→ **WORK INSTRUCTIONS**:
Copy each record below without changing a single word.

→ **DATA SECTION**:
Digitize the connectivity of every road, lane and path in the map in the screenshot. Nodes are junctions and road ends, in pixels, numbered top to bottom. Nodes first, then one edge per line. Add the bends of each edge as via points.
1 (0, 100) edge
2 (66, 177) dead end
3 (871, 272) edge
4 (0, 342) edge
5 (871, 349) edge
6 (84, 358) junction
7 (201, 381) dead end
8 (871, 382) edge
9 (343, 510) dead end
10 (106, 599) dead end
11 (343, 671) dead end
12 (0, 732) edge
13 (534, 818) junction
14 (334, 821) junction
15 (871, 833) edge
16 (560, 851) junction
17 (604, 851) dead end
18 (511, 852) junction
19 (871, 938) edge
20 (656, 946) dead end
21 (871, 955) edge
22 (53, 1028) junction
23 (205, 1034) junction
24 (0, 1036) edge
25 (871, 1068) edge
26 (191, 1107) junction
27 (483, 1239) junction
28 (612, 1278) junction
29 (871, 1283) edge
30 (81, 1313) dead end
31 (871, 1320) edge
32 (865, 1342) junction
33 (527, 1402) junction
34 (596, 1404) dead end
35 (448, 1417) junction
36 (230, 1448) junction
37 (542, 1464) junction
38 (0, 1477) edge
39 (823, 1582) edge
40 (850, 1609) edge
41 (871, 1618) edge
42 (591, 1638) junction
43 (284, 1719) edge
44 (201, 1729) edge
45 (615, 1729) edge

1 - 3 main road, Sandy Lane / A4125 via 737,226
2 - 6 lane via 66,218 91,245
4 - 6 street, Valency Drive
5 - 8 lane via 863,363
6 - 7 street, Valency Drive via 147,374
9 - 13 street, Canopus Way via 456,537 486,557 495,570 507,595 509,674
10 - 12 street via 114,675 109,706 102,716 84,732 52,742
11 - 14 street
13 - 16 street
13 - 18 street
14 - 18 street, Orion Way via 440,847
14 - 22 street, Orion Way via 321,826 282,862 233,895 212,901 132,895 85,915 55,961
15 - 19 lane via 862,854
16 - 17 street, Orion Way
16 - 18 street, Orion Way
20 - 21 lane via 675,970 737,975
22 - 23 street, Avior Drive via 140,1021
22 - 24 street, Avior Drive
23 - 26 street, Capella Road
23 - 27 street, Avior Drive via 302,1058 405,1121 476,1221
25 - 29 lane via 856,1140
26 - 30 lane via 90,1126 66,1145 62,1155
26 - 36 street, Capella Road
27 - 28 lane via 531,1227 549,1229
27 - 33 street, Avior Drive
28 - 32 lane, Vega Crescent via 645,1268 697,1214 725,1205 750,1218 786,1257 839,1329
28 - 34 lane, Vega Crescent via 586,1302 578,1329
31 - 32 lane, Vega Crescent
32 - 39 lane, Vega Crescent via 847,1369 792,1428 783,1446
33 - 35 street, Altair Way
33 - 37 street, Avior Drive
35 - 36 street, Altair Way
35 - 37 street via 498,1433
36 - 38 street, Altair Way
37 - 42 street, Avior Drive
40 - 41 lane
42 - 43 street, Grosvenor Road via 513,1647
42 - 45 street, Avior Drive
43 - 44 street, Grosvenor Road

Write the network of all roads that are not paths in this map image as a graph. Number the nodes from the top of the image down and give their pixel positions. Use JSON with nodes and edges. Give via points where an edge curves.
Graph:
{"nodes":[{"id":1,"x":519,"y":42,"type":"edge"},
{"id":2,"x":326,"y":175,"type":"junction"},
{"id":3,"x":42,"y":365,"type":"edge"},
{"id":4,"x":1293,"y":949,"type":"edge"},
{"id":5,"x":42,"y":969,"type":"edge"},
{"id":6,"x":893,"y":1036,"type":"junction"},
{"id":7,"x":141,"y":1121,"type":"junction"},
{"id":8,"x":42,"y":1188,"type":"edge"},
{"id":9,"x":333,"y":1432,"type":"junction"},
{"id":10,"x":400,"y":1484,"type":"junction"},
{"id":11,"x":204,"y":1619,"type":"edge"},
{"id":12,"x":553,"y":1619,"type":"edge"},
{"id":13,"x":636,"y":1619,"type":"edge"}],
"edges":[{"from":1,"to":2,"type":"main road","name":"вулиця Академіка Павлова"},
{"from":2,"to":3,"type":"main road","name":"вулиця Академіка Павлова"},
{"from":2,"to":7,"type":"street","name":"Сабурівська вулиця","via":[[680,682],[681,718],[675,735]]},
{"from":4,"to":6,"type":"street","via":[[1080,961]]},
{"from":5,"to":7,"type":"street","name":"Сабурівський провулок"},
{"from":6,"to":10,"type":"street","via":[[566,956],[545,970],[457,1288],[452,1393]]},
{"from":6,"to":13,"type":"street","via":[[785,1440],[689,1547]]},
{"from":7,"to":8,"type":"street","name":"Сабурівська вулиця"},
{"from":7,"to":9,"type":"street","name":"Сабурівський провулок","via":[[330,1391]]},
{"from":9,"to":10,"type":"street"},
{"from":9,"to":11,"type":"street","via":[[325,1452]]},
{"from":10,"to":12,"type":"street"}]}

→ **RESPONSE**:
Digitize the connectivity of every road, lane and path in the map in the screenshot. Nodes are junctions and road ends, in pixels, numbered top to bottom. Nodes first, then one edge per line. Add the bends of each edge as via points.
1 (0, 100) edge
2 (66, 177) dead end
3 (871, 272) edge
4 (0, 342) edge
5 (871, 349) edge
6 (84, 358) junction
7 (201, 381) dead end
8 (871, 382) edge
9 (343, 510) dead end
10 (106, 599) dead end
11 (343, 671) dead end
12 (0, 732) edge
13 (534, 818) junction
14 (334, 821) junction
15 (871, 833) edge
16 (560, 851) junction
17 (604, 851) dead end
18 (511, 852) junction
19 (871, 938) edge
20 (656, 946) dead end
21 (871, 955) edge
22 (53, 1028) junction
23 (205, 1034) junction
24 (0, 1036) edge
25 (871, 1068) edge
26 (191, 1107) junction
27 (483, 1239) junction
28 (612, 1278) junction
29 (871, 1283) edge
30 (81, 1313) dead end
31 (871, 1320) edge
32 (865, 1342) junction
33 (527, 1402) junction
34 (596, 1404) dead end
35 (448, 1417) junction
36 (230, 1448) junction
37 (542, 1464) junction
38 (0, 1477) edge
39 (823, 1582) edge
40 (850, 1609) edge
41 (871, 1618) edge
42 (591, 1638) junction
43 (284, 1719) edge
44 (201, 1729) edge
45 (615, 1729) edge

1 - 3 main road, Sandy Lane / A4125 via 737,226
2 - 6 lane via 66,218 91,245
4 - 6 street, Valency Drive
5 - 8 lane via 863,363
6 - 7 street, Valency Drive via 147,374
9 - 13 street, Canopus Way via 456,537 486,557 495,570 507,595 509,674
10 - 12 street via 114,675 109,706 102,716 84,732 52,742
11 - 14 street
13 - 16 street
13 - 18 street
14 - 18 street, Orion Way via 440,847
14 - 22 street, Orion Way via 321,826 282,862 233,895 212,901 132,895 85,915 55,961
15 - 19 lane via 862,854
16 - 17 street, Orion Way
16 - 18 street, Orion Way
20 - 21 lane via 675,970 737,975
22 - 23 street, Avior Drive via 140,1021
22 - 24 street, Avior Drive
23 - 26 street, Capella Road
23 - 27 street, Avior Drive via 302,1058 405,1121 476,1221
25 - 29 lane via 856,1140
26 - 30 lane via 90,1126 66,1145 62,1155
26 - 36 street, Capella Road
27 - 28 lane via 531,1227 549,1229
27 - 33 street, Avior Drive
28 - 32 lane, Vega Crescent via 645,1268 697,1214 725,1205 750,1218 786,1257 839,1329
28 - 34 lane, Vega Crescent via 586,1302 578,1329
31 - 32 lane, Vega Crescent
32 - 39 lane, Vega Crescent via 847,1369 792,1428 783,1446
33 - 35 street, Altair Way
33 - 37 street, Avior Drive
35 - 36 street, Altair Way
35 - 37 street via 498,1433
36 - 38 street, Altair Way
37 - 42 street, Avior Drive
40 - 41 lane
42 - 43 street, Grosvenor Road via 513,1647
42 - 45 street, Avior Drive
43 - 44 street, Grosvenor Road

Write the network of all roads that are not paths in this map image as a graph. Number the nodes from the top of the image down and give their pixel positions. Use JSON with nodes and edges. Give via points where an edge curves.
Graph:
{"nodes":[{"id":1,"x":519,"y":42,"type":"edge"},
{"id":2,"x":326,"y":175,"type":"junction"},
{"id":3,"x":42,"y":365,"type":"edge"},
{"id":4,"x":1293,"y":949,"type":"edge"},
{"id":5,"x":42,"y":969,"type":"edge"},
{"id":6,"x":893,"y":1036,"type":"junction"},
{"id":7,"x":141,"y":1121,"type":"junction"},
{"id":8,"x":42,"y":1188,"type":"edge"},
{"id":9,"x":333,"y":1432,"type":"junction"},
{"id":10,"x":400,"y":1484,"type":"junction"},
{"id":11,"x":204,"y":1619,"type":"edge"},
{"id":12,"x":553,"y":1619,"type":"edge"},
{"id":13,"x":636,"y":1619,"type":"edge"}],
"edges":[{"from":1,"to":2,"type":"main road","name":"вулиця Академіка Павлова"},
{"from":2,"to":3,"type":"main road","name":"вулиця Академіка Павлова"},
{"from":2,"to":7,"type":"street","name":"Сабурівська вулиця","via":[[680,682],[681,718],[675,735]]},
{"from":4,"to":6,"type":"street","via":[[1080,961]]},
{"from":5,"to":7,"type":"street","name":"Сабурівський провулок"},
{"from":6,"to":10,"type":"street","via":[[566,956],[545,970],[457,1288],[452,1393]]},
{"from":6,"to":13,"type":"street","via":[[785,1440],[689,1547]]},
{"from":7,"to":8,"type":"street","name":"Сабурівська вулиця"},
{"from":7,"to":9,"type":"street","name":"Сабурівський провулок","via":[[330,1391]]},
{"from":9,"to":10,"type":"street"},
{"from":9,"to":11,"type":"street","via":[[325,1452]]},
{"from":10,"to":12,"type":"street"}]}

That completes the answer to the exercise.